> Listed records
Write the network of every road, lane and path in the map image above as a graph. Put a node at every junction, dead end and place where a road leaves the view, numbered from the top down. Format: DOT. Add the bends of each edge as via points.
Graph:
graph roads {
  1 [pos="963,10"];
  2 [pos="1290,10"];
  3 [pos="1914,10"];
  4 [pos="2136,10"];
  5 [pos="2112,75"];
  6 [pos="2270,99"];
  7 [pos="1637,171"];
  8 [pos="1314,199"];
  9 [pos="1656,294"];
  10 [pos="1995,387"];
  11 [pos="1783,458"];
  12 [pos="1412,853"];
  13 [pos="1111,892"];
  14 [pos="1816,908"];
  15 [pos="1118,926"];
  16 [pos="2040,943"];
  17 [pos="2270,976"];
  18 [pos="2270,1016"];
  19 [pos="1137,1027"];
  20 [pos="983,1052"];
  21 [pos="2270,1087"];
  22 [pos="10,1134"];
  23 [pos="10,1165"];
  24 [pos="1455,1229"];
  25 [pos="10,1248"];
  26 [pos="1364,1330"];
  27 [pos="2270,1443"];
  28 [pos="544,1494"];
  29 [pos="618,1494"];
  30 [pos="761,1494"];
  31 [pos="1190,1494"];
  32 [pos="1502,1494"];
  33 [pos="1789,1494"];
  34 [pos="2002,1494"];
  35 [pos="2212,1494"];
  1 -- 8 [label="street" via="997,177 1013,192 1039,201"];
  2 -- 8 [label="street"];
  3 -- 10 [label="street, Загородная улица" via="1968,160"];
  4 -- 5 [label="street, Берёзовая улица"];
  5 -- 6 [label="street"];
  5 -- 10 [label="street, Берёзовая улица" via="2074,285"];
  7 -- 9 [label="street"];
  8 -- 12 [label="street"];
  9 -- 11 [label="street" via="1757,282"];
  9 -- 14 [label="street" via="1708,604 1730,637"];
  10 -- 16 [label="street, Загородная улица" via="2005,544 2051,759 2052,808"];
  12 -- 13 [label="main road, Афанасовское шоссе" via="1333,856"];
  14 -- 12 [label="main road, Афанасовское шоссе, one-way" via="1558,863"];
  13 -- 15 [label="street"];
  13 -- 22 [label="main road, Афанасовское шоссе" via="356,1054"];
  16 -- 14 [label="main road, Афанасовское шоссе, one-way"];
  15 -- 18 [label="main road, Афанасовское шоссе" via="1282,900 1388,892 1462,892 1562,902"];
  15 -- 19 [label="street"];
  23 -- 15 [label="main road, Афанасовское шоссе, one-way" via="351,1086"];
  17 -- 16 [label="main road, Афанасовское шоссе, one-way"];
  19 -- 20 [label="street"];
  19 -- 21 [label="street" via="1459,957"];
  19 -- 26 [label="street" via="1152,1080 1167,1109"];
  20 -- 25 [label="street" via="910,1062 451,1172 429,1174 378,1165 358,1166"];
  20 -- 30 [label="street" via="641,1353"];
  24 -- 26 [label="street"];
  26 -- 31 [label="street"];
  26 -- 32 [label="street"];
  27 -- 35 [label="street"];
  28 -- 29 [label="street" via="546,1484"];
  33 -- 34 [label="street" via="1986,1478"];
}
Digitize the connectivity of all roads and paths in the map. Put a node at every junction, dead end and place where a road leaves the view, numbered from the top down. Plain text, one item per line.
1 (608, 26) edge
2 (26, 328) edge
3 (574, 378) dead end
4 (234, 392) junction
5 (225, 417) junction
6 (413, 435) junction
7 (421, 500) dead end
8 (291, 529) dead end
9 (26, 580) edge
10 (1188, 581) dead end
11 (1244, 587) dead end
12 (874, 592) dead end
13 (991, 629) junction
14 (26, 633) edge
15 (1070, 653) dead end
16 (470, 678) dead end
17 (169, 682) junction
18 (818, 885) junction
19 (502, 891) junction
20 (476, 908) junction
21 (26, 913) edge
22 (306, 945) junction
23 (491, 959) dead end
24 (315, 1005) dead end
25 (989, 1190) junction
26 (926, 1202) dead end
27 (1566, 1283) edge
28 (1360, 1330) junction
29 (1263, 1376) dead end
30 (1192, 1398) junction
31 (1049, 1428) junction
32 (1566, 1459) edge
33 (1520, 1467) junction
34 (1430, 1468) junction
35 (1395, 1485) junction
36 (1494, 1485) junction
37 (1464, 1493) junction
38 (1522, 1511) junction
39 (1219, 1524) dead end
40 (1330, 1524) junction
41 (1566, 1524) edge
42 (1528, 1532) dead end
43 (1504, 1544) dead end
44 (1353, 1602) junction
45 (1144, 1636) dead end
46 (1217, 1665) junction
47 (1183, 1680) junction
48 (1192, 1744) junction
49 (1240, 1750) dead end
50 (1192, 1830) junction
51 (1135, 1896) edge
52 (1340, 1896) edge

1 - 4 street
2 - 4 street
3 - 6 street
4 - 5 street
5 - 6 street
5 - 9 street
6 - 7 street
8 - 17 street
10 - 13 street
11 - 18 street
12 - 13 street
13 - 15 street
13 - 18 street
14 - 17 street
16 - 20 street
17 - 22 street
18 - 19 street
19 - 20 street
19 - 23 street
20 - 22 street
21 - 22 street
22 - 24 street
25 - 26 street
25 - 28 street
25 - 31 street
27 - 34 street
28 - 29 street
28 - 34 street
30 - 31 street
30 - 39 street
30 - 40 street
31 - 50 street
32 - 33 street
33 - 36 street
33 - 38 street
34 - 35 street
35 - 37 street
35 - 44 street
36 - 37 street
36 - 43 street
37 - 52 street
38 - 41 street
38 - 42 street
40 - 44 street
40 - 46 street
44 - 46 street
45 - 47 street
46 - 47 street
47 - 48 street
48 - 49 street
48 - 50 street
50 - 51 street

> Assignment
Every entry above should be duplicated exactly.

> Exercise response
Write the network of every road, lane and path in the map image above as a graph. Put a node at every junction, dead end and place where a road leaves the view, numbered from the top down. Format: DOT. Add the bends of each edge as via points.
Graph:
graph roads {
  1 [pos="963,10"];
  2 [pos="1290,10"];
  3 [pos="1914,10"];
  4 [pos="2136,10"];
  5 [pos="2112,75"];
  6 [pos="2270,99"];
  7 [pos="1637,171"];
  8 [pos="1314,199"];
  9 [pos="1656,294"];
  10 [pos="1995,387"];
  11 [pos="1783,458"];
  12 [pos="1412,853"];
  13 [pos="1111,892"];
  14 [pos="1816,908"];
  15 [pos="1118,926"];
  16 [pos="2040,943"];
  17 [pos="2270,976"];
  18 [pos="2270,1016"];
  19 [pos="1137,1027"];
  20 [pos="983,1052"];
  21 [pos="2270,1087"];
  22 [pos="10,1134"];
  23 [pos="10,1165"];
  24 [pos="1455,1229"];
  25 [pos="10,1248"];
  26 [pos="1364,1330"];
  27 [pos="2270,1443"];
  28 [pos="544,1494"];
  29 [pos="618,1494"];
  30 [pos="761,1494"];
  31 [pos="1190,1494"];
  32 [pos="1502,1494"];
  33 [pos="1789,1494"];
  34 [pos="2002,1494"];
  35 [pos="2212,1494"];
  1 -- 8 [label="street" via="997,177 1013,192 1039,201"];
  2 -- 8 [label="street"];
  3 -- 10 [label="street, Загородная улица" via="1968,160"];
  4 -- 5 [label="street, Берёзовая улица"];
  5 -- 6 [label="street"];
  5 -- 10 [label="street, Берёзовая улица" via="2074,285"];
  7 -- 9 [label="street"];
  8 -- 12 [label="street"];
  9 -- 11 [label="street" via="1757,282"];
  9 -- 14 [label="street" via="1708,604 1730,637"];
  10 -- 16 [label="street, Загородная улица" via="2005,544 2051,759 2052,808"];
  12 -- 13 [label="main road, Афанасовское шоссе" via="1333,856"];
  14 -- 12 [label="main road, Афанасовское шоссе, one-way" via="1558,863"];
  13 -- 15 [label="street"];
  13 -- 22 [label="main road, Афанасовское шоссе" via="356,1054"];
  16 -- 14 [label="main road, Афанасовское шоссе, one-way"];
  15 -- 18 [label="main road, Афанасовское шоссе" via="1282,900 1388,892 1462,892 1562,902"];
  15 -- 19 [label="street"];
  23 -- 15 [label="main road, Афанасовское шоссе, one-way" via="351,1086"];
  17 -- 16 [label="main road, Афанасовское шоссе, one-way"];
  19 -- 20 [label="street"];
  19 -- 21 [label="street" via="1459,957"];
  19 -- 26 [label="street" via="1152,1080 1167,1109"];
  20 -- 25 [label="street" via="910,1062 451,1172 429,1174 378,1165 358,1166"];
  20 -- 30 [label="street" via="641,1353"];
  24 -- 26 [label="street"];
  26 -- 31 [label="street"];
  26 -- 32 [label="street"];
  27 -- 35 [label="street"];
  28 -- 29 [label="street" via="546,1484"];
  33 -- 34 [label="street" via="1986,1478"];
}
Digitize the connectivity of all roads and paths in the map. Put a node at every junction, dead end and place where a road leaves the view, numbered from the top down. Plain text, one item per line.
1 (608, 26) edge
2 (26, 328) edge
3 (574, 378) dead end
4 (234, 392) junction
5 (225, 417) junction
6 (413, 435) junction
7 (421, 500) dead end
8 (291, 529) dead end
9 (26, 580) edge
10 (1188, 581) dead end
11 (1244, 587) dead end
12 (874, 592) dead end
13 (991, 629) junction
14 (26, 633) edge
15 (1070, 653) dead end
16 (470, 678) dead end
17 (169, 682) junction
18 (818, 885) junction
19 (502, 891) junction
20 (476, 908) junction
21 (26, 913) edge
22 (306, 945) junction
23 (491, 959) dead end
24 (315, 1005) dead end
25 (989, 1190) junction
26 (926, 1202) dead end
27 (1566, 1283) edge
28 (1360, 1330) junction
29 (1263, 1376) dead end
30 (1192, 1398) junction
31 (1049, 1428) junction
32 (1566, 1459) edge
33 (1520, 1467) junction
34 (1430, 1468) junction
35 (1395, 1485) junction
36 (1494, 1485) junction
37 (1464, 1493) junction
38 (1522, 1511) junction
39 (1219, 1524) dead end
40 (1330, 1524) junction
41 (1566, 1524) edge
42 (1528, 1532) dead end
43 (1504, 1544) dead end
44 (1353, 1602) junction
45 (1144, 1636) dead end
46 (1217, 1665) junction
47 (1183, 1680) junction
48 (1192, 1744) junction
49 (1240, 1750) dead end
50 (1192, 1830) junction
51 (1135, 1896) edge
52 (1340, 1896) edge

1 - 4 street
2 - 4 street
3 - 6 street
4 - 5 street
5 - 6 street
5 - 9 street
6 - 7 street
8 - 17 street
10 - 13 street
11 - 18 street
12 - 13 street
13 - 15 street
13 - 18 street
14 - 17 street
16 - 20 street
17 - 22 street
18 - 19 street
19 - 20 street
19 - 23 street
20 - 22 street
21 - 22 street
22 - 24 street
25 - 26 street
25 - 28 street
25 - 31 street
27 - 34 street
28 - 29 street
28 - 34 street
30 - 31 street
30 - 39 street
30 - 40 street
31 - 50 street
32 - 33 street
33 - 36 street
33 - 38 street
34 - 35 street
35 - 37 street
35 - 44 street
36 - 37 street
36 - 43 street
37 - 52 street
38 - 41 street
38 - 42 street
40 - 44 street
40 - 46 street
44 - 46 street
45 - 47 street
46 - 47 street
47 - 48 street
48 - 49 street
48 - 50 street
50 - 51 street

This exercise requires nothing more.